WHAT YOU ARE ASKED TO DO: Find and copy each line in the material below where the string "canvas" occurs.
* * *
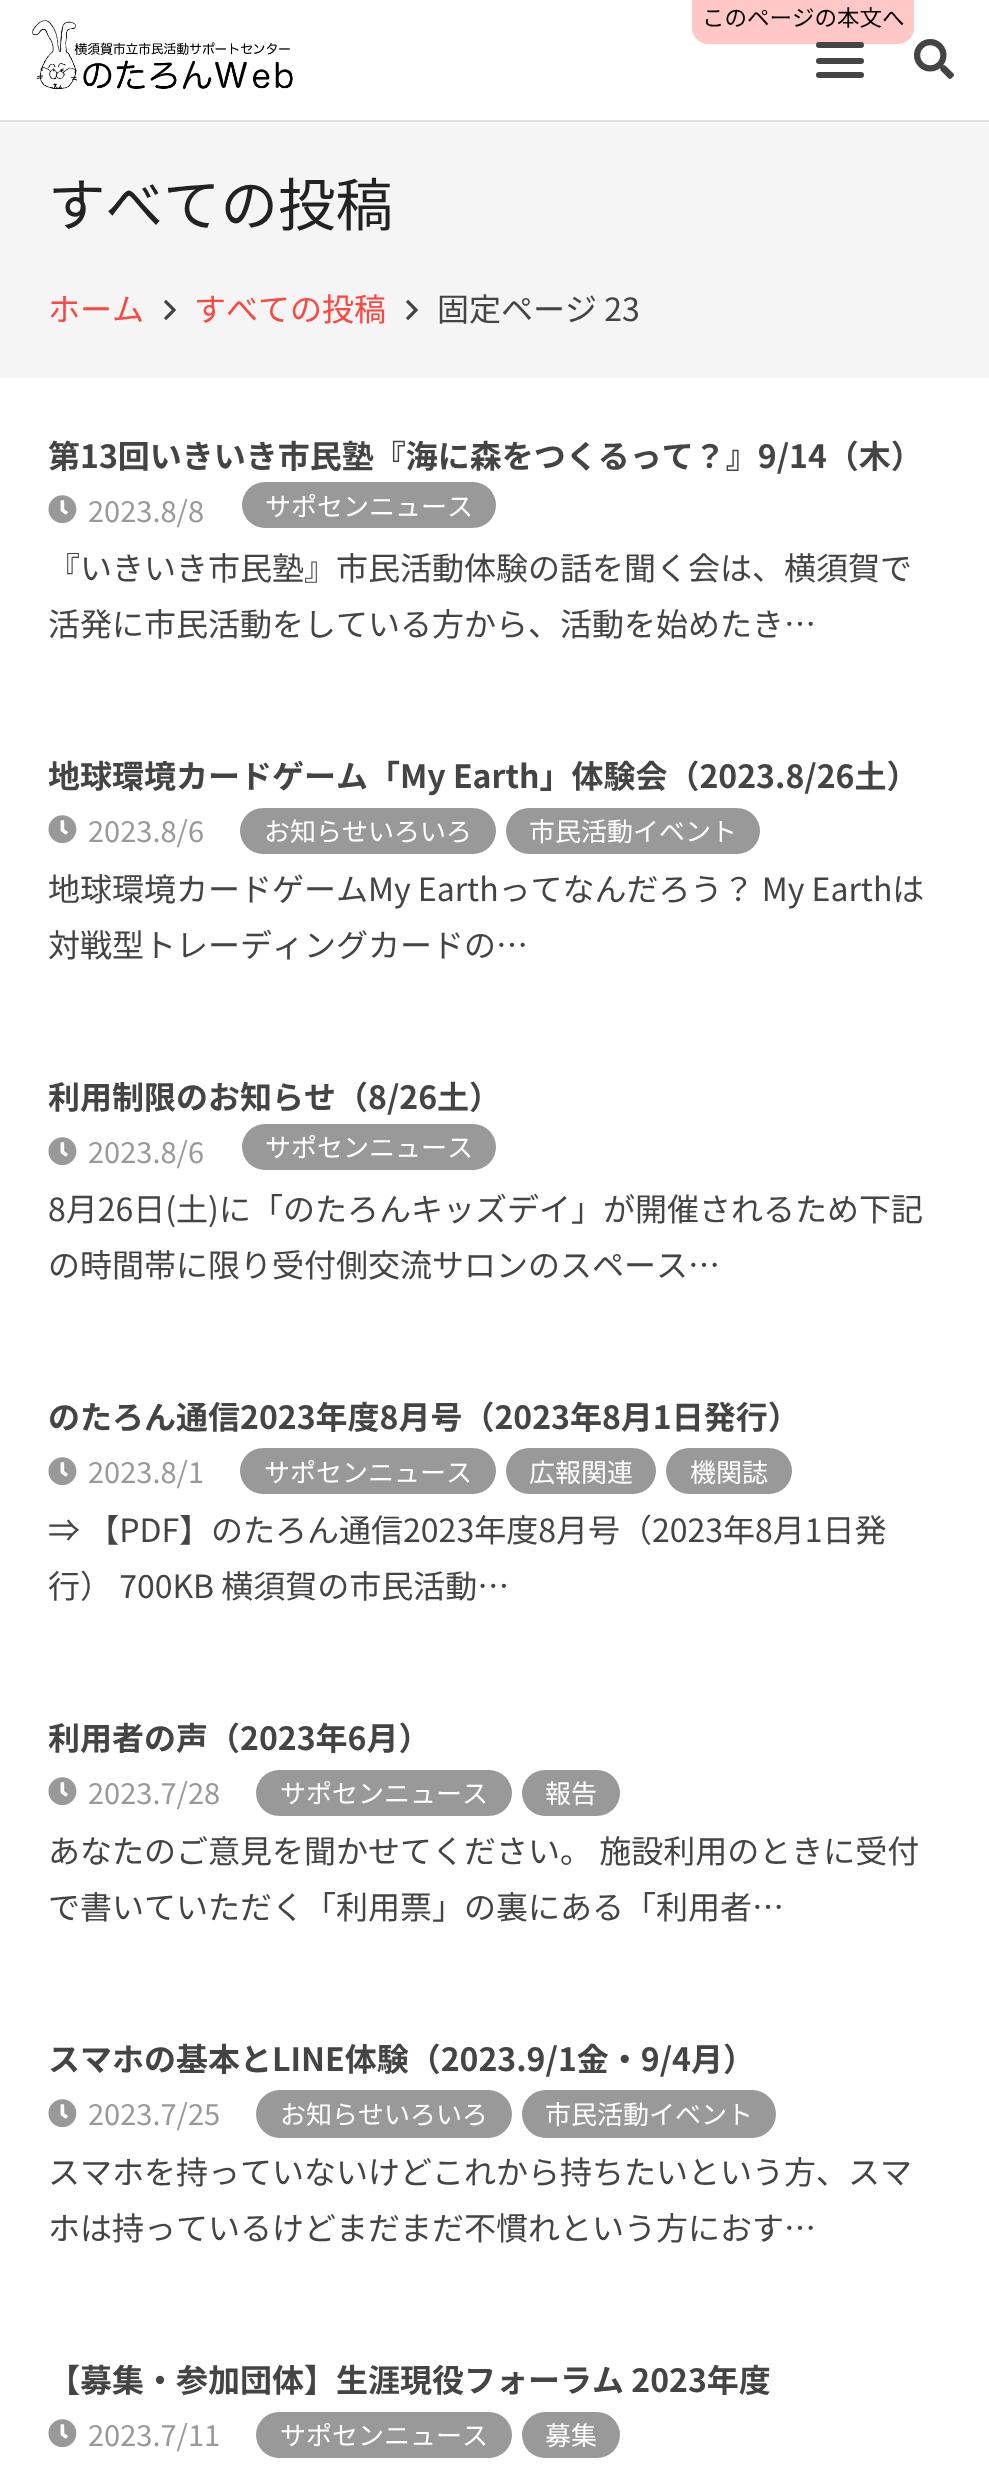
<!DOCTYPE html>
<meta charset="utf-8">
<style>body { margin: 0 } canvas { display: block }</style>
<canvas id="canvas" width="989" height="2479"></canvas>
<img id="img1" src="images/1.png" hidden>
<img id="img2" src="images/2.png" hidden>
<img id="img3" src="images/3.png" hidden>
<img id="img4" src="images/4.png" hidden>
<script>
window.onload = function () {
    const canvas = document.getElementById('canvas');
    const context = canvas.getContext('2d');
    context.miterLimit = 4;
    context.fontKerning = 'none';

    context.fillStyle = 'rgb(255, 255, 255)';
    context.fillRect(0, 0, 989, 2479);
    context.fillStyle = 'rgb(225, 225, 225)';
    context.fillRect(0, 120, 989, 2);
    context.fillStyle = 'rgb(255, 200, 198)';
    context.beginPath();
    context.roundRect(692, 0, 222, 44, [0, 0, 16, 16]);
    context.fill();
    context.drawImage(document.getElementById('img1'), 32, 20, 261, 70);
    context.fillStyle = 'rgb(68, 68, 68)';
    context.beginPath();
    context.roundRect(816, 58, 48, 6, 3);
    context.fill();
    context.beginPath();
    context.roundRect(816, 42, 48, 6, 3);
    context.fill();
    context.beginPath();
    context.roundRect(816, 72, 48, 6, 3);
    context.fill();
    context.drawImage(document.getElementById('img2'), 914, 39, 40, 40);
    context.fillStyle = 'rgb(245, 245, 245)';
    context.fillRect(0, 122, 989, 256);
    context.drawImage(document.getElementById('img3'), 164, 300, 12, 20);
    context.drawImage(document.getElementById('img3'), 406, 300, 12, 20);
    context.drawImage(document.getElementById('img4'), 48, 495, 29, 29);
    context.fillStyle = 'rgb(153, 153, 153)';
    context.beginPath();
    context.roundRect(242, 482, 254, 46, 23);
    context.fill();
    context.drawImage(document.getElementById('img4'), 48, 815, 29, 29);
    context.beginPath();
    context.roundRect(240, 808, 256, 46, 23);
    context.fill();
    context.beginPath();
    context.roundRect(506, 808, 254, 46, 23);
    context.fill();
    context.drawImage(document.getElementById('img4'), 48, 1137, 29, 29);
    context.beginPath();
    context.roundRect(242, 1124, 254, 46, 23);
    context.fill();
    context.drawImage(document.getElementById('img4'), 48, 1457, 29, 29);
    context.beginPath();
    context.roundRect(240, 1448, 256, 46, 23);
    context.fill();
    context.beginPath();
    context.roundRect(506, 1448, 150, 46, 23);
    context.fill();
    context.beginPath();
    context.roundRect(666, 1448, 126, 46, 23);
    context.fill();
    context.drawImage(document.getElementById('img4'), 48, 1777, 29, 29);
    context.beginPath();
    context.roundRect(256, 1770, 256, 46, 23);
    context.fill();
    context.beginPath();
    context.roundRect(522, 1770, 98, 46, 23);
    context.fill();
    context.drawImage(document.getElementById('img4'), 48, 2099, 29, 29);
    context.beginPath();
    context.roundRect(256, 2090, 256, 48, 24);
    context.fill();
    context.beginPath();
    context.roundRect(522, 2090, 254, 48, 24);
    context.fill();
    context.drawImage(document.getElementById('img4'), 48, 2419, 29, 29);
    context.beginPath();
    context.roundRect(256, 2412, 256, 46, 23);
    context.fill();
    context.beginPath();
    context.roundRect(522, 2412, 98, 46, 23);
    context.fill();
    context.font = '22.5px Noto Sans JP';
    context.fillStyle = 'rgb(0, 0, 0)';
    context.fillText('このページの本文へ', 702, 26);
    context.font = '57.5px Noto Sans JP';
    context.fillStyle = 'rgb(34, 34, 34)';
    context.fillText('すべての投稿', 48, 226);
    context.font = '32px Noto Sans JP';
    context.fillStyle = 'rgb(254, 70, 65)';
    context.fillText('ホーム', 48, 321);
    context.fillText('すべての投稿', 194, 321);
    context.fillStyle = 'rgb(68, 68, 68)';
    context.fillText('固定ページ 23', 437, 321);
    context.font = 'bold 32px Noto Sans JP';
    context.fillText('第13回いきいき市民塾『海に森をつくるって？』9/14（木）', 48, 468);
    context.font = '29px Noto Sans JP';
    context.fillStyle = 'rgb(153, 153, 153)';
    context.fillText('2023.8/8', 88, 522);
    context.font = '26px Noto Sans JP';
    context.fillStyle = 'rgb(255, 255, 255)';
    context.fillText('サポセンニュース', 265, 516);
    context.font = '32px Noto Sans JP';
    context.fillStyle = 'rgb(68, 68, 68)';
    context.fillText('『いきいき市民塾』市民活動体験の話を聞く会は、横須賀で', 48, 580);
    context.fillText('活発に市民活動をしている方から、活動を始めたき…', 48, 636);
    context.font = 'bold 32px Noto Sans JP';
    context.fillText('地球環境カードゲーム「My Earth」体験会（2023.8/26土）', 48, 788);
    context.font = '29px Noto Sans JP';
    context.fillStyle = 'rgb(153, 153, 153)';
    context.fillText('2023.8/6', 88, 842);
    context.font = '26px Noto Sans JP';
    context.fillStyle = 'rgb(255, 255, 255)';
    context.fillText('お知らせいろいろ', 264, 841);
    context.fillText('市民活動イベント', 529, 841);
    context.font = '32px Noto Sans JP';
    context.fillStyle = 'rgb(68, 68, 68)';
    context.fillText('地球環境カードゲームMy Earthってなんだろう？ My Earthは', 48, 901);
    context.fillText('対戦型トレーディングカードの…', 48, 957);
    context.font = 'bold 32px Noto Sans JP';
    context.fillText('利用制限のお知らせ（8/26土）', 48, 1109);
    context.font = '29px Noto Sans JP';
    context.fillStyle = 'rgb(153, 153, 153)';
    context.fillText('2023.8/6', 88, 1163);
    context.font = '26px Noto Sans JP';
    context.fillStyle = 'rgb(255, 255, 255)';
    context.fillText('サポセンニュース', 265, 1157);
    context.font = '32px Noto Sans JP';
    context.fillStyle = 'rgb(68, 68, 68)';
    context.fillText('8月26日(土)に「のたろんキッズデイ」が開催されるため下記', 48, 1221);
    context.fillText('の時間帯に限り受付側交流サロンのスペース…', 48, 1277);
    context.font = 'bold 32px Noto Sans JP';
    context.fillText('のたろん通信2023年度8月号（2023年8月1日発行）', 48, 1429);
    context.font = '29px Noto Sans JP';
    context.fillStyle = 'rgb(153, 153, 153)';
    context.fillText('2023.8/1', 88, 1483);
    context.font = '26px Noto Sans JP';
    context.fillStyle = 'rgb(255, 255, 255)';
    context.fillText('サポセンニュース', 264, 1482);
    context.fillText('広報関連', 529, 1482);
    context.fillText('機関誌', 690, 1482);
    context.font = '32px Noto Sans JP';
    context.fillStyle = 'rgb(68, 68, 68)';
    context.fillText('⇒ 【PDF】のたろん通信2023年度8月号（2023年8月1日発', 48, 1542);
    context.fillText('行） 700KB 横須賀の市民活動…', 48, 1598);
    context.font = 'bold 32px Noto Sans JP';
    context.fillText('利用者の声（2023年6月）', 48, 1750);
    context.font = '29px Noto Sans JP';
    context.fillStyle = 'rgb(153, 153, 153)';
    context.fillText('2023.7/28', 88, 1804);
    context.font = '26px Noto Sans JP';
    context.fillStyle = 'rgb(255, 255, 255)';
    context.fillText('サポセンニュース', 280, 1803);
    context.fillText('報告', 545, 1803);
    context.font = '32px Noto Sans JP';
    context.fillStyle = 'rgb(68, 68, 68)';
    context.fillText('あなたのご意見を聞かせてください。 施設利用のときに受付', 48, 1863);
    context.fillText('で書いていただく「利用票」の裏にある「利用者…', 48, 1919);
    context.font = 'bold 32px Noto Sans JP';
    context.fillText('スマホの基本とLINE体験（2023.9/1金・9/4月）', 48, 2071);
    context.font = '29px Noto Sans JP';
    context.fillStyle = 'rgb(153, 153, 153)';
    context.fillText('2023.7/25', 88, 2125);
    context.font = '26px Noto Sans JP';
    context.fillStyle = 'rgb(255, 255, 255)';
    context.fillText('お知らせいろいろ', 280, 2124);
    context.fillText('市民活動イベント', 545, 2124);
    context.font = '32px Noto Sans JP';
    context.fillStyle = 'rgb(68, 68, 68)';
    context.fillText('スマホを持っていないけどこれから持ちたいという方、スマ', 48, 2184);
    context.fillText('ホは持っているけどまだまだ不慣れという方におす…', 48, 2240);
    context.font = 'bold 32px Noto Sans JP';
    context.fillText('【募集・参加団体】生涯現役フォーラム 2023年度', 48, 2392);
    context.font = '29px Noto Sans JP';
    context.fillStyle = 'rgb(153, 153, 153)';
    context.fillText('2023.7/11', 88, 2446);
    context.font = '26px Noto Sans JP';
    context.fillStyle = 'rgb(255, 255, 255)';
    context.fillText('サポセンニュース', 280, 2445);
    context.fillText('募集', 545, 2445);
};
</script>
* * *
RESPONSE:
<style>body { margin: 0 } canvas { display: block }</style>
<canvas id="canvas" width="989" height="2479"></canvas>
    const canvas = document.getElementById('canvas');
    const context = canvas.getContext('2d');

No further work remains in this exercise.